- Try it
Whenever a line in the data contains "positions", show that line.

- Data provided
+++
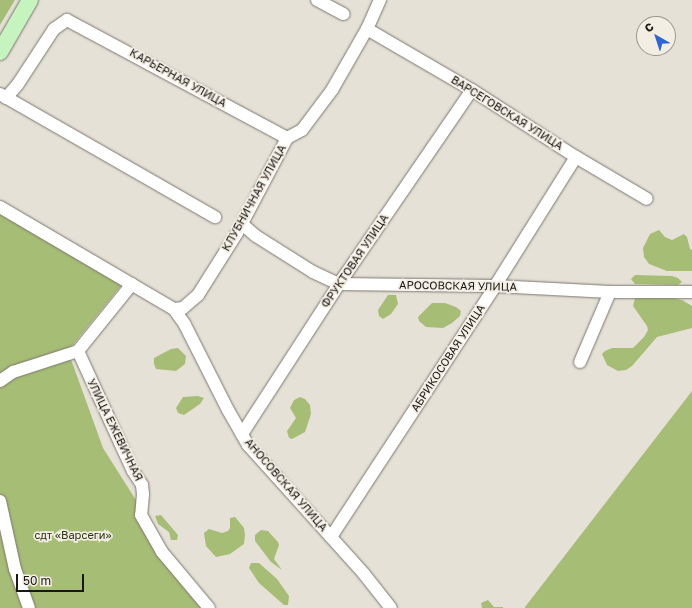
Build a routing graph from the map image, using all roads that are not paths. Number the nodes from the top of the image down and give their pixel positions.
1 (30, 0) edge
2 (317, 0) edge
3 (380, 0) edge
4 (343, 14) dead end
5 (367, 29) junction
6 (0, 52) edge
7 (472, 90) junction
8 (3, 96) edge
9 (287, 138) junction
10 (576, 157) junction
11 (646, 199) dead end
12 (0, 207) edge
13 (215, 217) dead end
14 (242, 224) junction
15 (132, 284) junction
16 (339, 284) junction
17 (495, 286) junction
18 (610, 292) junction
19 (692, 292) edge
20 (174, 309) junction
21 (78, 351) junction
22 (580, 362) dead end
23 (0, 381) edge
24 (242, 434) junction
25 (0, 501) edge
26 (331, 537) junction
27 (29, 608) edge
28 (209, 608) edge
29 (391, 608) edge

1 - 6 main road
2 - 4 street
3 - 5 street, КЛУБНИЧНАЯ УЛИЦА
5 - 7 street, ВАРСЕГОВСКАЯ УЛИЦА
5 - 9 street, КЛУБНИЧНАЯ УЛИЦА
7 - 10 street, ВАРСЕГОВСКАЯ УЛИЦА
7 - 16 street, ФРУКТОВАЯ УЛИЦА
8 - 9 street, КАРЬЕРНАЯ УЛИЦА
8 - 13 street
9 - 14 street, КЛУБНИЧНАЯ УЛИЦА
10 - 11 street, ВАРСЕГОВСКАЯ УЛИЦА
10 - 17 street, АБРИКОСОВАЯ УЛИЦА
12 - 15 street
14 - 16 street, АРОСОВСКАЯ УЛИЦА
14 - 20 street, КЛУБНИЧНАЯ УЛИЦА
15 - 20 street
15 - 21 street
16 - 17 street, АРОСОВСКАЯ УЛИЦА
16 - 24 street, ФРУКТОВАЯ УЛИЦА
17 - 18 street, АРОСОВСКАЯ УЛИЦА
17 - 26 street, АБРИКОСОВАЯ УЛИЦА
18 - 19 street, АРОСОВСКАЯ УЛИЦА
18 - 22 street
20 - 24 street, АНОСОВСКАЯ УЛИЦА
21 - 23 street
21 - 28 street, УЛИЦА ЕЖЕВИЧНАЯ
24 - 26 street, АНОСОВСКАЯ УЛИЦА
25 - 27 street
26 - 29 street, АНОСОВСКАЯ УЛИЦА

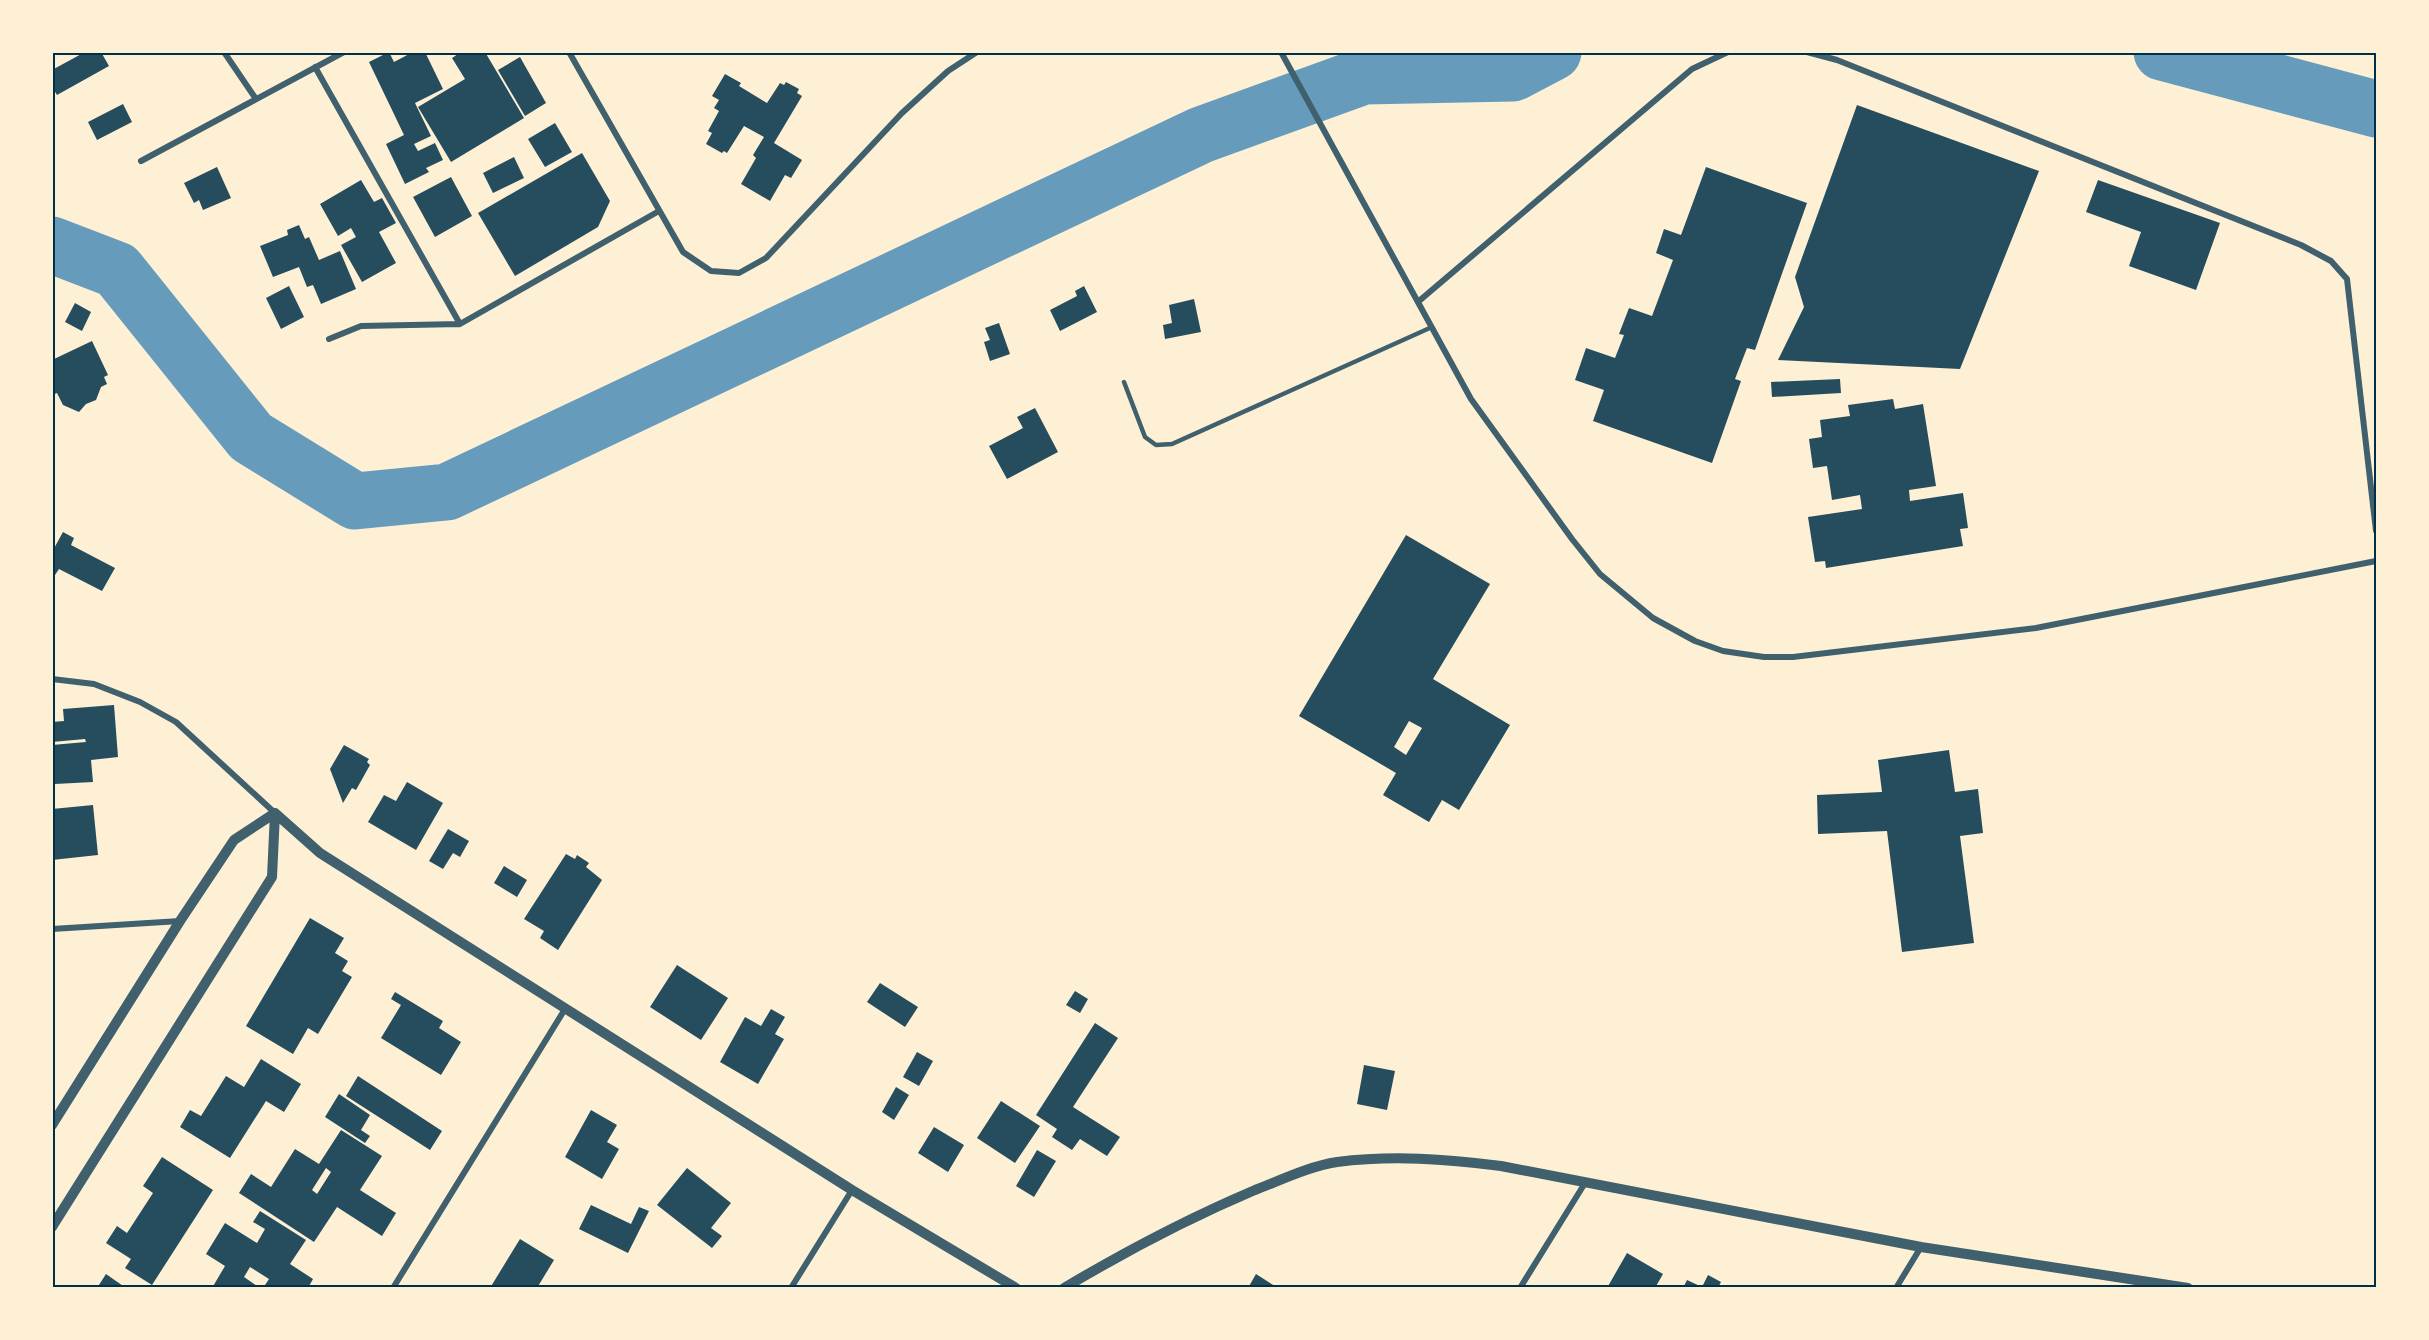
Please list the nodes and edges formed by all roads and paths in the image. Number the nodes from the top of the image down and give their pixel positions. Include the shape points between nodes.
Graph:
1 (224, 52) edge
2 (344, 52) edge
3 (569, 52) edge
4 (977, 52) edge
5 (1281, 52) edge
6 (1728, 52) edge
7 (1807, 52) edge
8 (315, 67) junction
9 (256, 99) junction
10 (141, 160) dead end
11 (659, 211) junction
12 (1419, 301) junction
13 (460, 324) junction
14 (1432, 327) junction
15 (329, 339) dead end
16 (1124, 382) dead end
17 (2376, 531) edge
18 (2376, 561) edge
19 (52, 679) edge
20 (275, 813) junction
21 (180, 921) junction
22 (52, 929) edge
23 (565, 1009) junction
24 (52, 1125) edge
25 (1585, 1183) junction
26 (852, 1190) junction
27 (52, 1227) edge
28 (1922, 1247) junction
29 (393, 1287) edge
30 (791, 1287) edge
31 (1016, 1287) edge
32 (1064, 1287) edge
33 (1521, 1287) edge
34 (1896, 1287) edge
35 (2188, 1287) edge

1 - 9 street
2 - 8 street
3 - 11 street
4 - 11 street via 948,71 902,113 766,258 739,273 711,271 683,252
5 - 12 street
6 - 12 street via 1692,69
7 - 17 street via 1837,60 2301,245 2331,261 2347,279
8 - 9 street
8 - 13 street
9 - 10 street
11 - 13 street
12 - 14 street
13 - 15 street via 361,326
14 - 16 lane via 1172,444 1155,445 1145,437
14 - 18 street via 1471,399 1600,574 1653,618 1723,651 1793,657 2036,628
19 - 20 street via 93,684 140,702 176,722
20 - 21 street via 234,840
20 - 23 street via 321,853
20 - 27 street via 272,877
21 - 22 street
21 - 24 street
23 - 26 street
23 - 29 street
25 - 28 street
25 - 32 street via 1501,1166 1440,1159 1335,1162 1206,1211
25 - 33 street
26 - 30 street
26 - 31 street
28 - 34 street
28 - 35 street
+++
- Written solution
Build a routing graph from the map image, using all roads that are not paths. Number the nodes from the top of the image down and give their pixel positions.
Please list the nodes and edges formed by all roads and paths in the image. Number the nodes from the top of the image down and give their pixel positions. Include the shape points between nodes.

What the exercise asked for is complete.